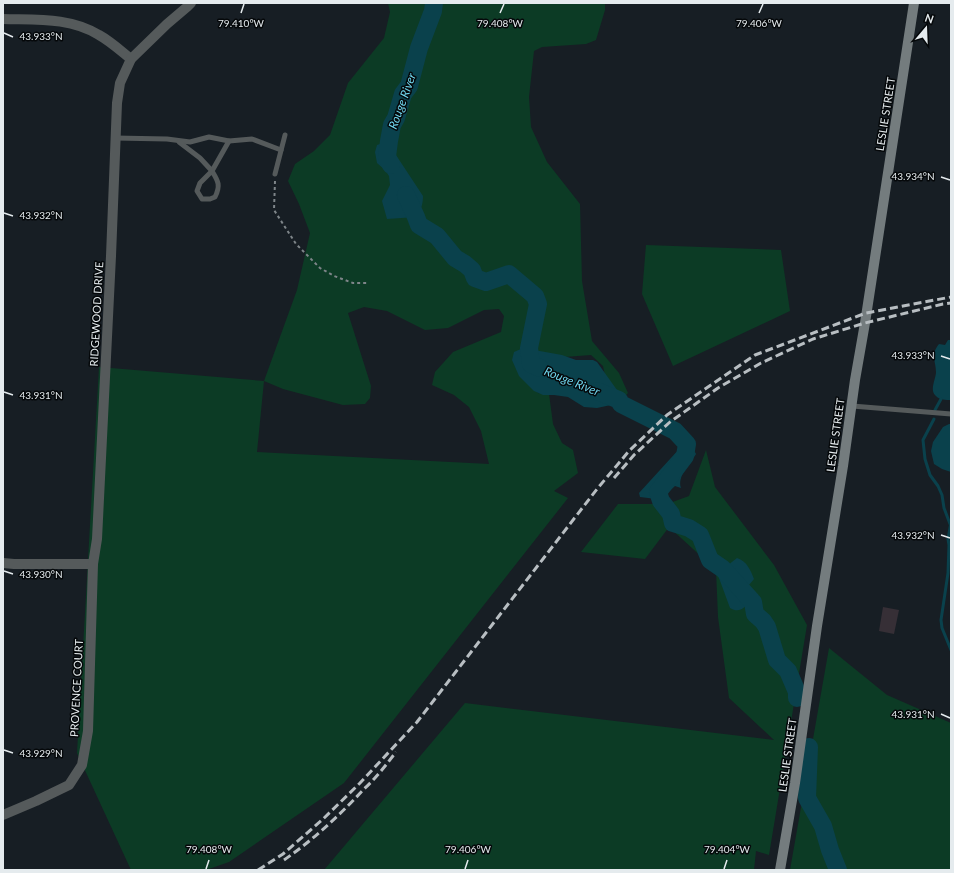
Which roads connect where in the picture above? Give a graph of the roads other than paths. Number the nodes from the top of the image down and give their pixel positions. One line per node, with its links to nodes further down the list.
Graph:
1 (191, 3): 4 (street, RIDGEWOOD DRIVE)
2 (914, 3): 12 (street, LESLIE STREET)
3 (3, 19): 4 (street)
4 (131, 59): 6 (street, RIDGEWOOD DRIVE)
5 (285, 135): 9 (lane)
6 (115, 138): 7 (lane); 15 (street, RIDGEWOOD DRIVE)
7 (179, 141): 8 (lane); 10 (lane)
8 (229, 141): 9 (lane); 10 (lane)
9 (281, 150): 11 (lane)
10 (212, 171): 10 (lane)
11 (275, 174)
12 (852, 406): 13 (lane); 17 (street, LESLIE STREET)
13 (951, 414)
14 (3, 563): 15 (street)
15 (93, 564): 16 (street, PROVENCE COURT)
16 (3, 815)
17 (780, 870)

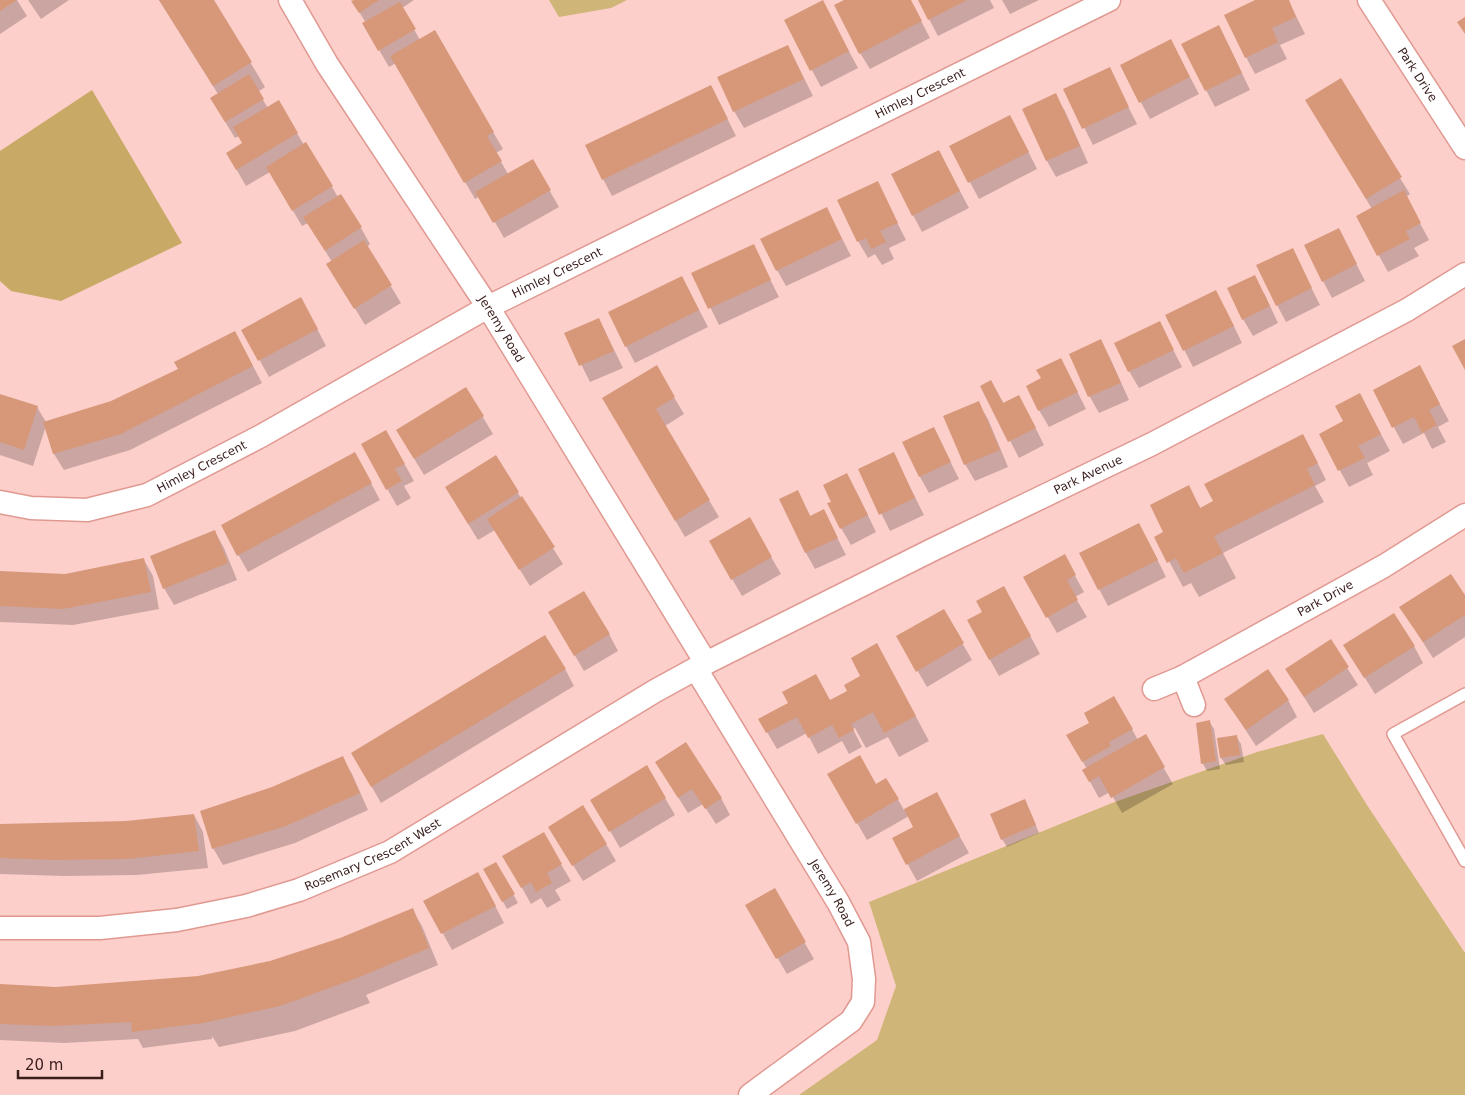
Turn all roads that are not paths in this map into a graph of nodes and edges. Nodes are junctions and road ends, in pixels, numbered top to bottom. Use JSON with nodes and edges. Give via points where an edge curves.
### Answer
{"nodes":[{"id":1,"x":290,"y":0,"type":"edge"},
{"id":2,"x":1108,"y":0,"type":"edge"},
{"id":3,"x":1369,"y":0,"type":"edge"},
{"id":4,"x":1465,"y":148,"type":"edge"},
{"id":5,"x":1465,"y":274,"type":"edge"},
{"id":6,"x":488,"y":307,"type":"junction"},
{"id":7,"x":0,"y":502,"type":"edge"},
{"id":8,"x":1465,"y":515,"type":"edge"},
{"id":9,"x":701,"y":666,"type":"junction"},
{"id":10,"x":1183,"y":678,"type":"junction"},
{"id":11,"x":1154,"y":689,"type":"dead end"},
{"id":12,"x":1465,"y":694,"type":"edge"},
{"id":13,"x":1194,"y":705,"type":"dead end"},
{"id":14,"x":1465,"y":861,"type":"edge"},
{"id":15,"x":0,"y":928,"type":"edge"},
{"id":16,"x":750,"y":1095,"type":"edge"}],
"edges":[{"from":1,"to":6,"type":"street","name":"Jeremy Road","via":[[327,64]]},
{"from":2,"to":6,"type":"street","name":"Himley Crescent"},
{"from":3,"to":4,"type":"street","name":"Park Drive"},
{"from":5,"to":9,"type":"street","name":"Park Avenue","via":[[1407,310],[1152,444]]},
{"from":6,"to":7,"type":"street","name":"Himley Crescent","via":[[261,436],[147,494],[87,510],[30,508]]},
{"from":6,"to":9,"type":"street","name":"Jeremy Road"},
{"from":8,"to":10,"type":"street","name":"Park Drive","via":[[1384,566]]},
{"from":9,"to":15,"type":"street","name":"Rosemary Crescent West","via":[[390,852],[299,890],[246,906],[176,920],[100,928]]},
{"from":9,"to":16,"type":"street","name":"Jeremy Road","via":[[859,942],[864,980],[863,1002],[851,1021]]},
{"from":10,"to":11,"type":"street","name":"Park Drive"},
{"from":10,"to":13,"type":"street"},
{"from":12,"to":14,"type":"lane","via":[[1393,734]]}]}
- - -
If a line above holds the string "Give", return it as it stands.

→ Output for this exercise
Which roads connect where in the picture above? Give a graph of the roads other than paths. Number the nodes from the top of the image down and give their pixel positions. One line per node, with its links to nodes further down the list.
Turn all roads that are not paths in this map into a graph of nodes and edges. Nodes are junctions and road ends, in pixels, numbered top to bottom. Use JSON with nodes and edges. Give via points where an edge curves.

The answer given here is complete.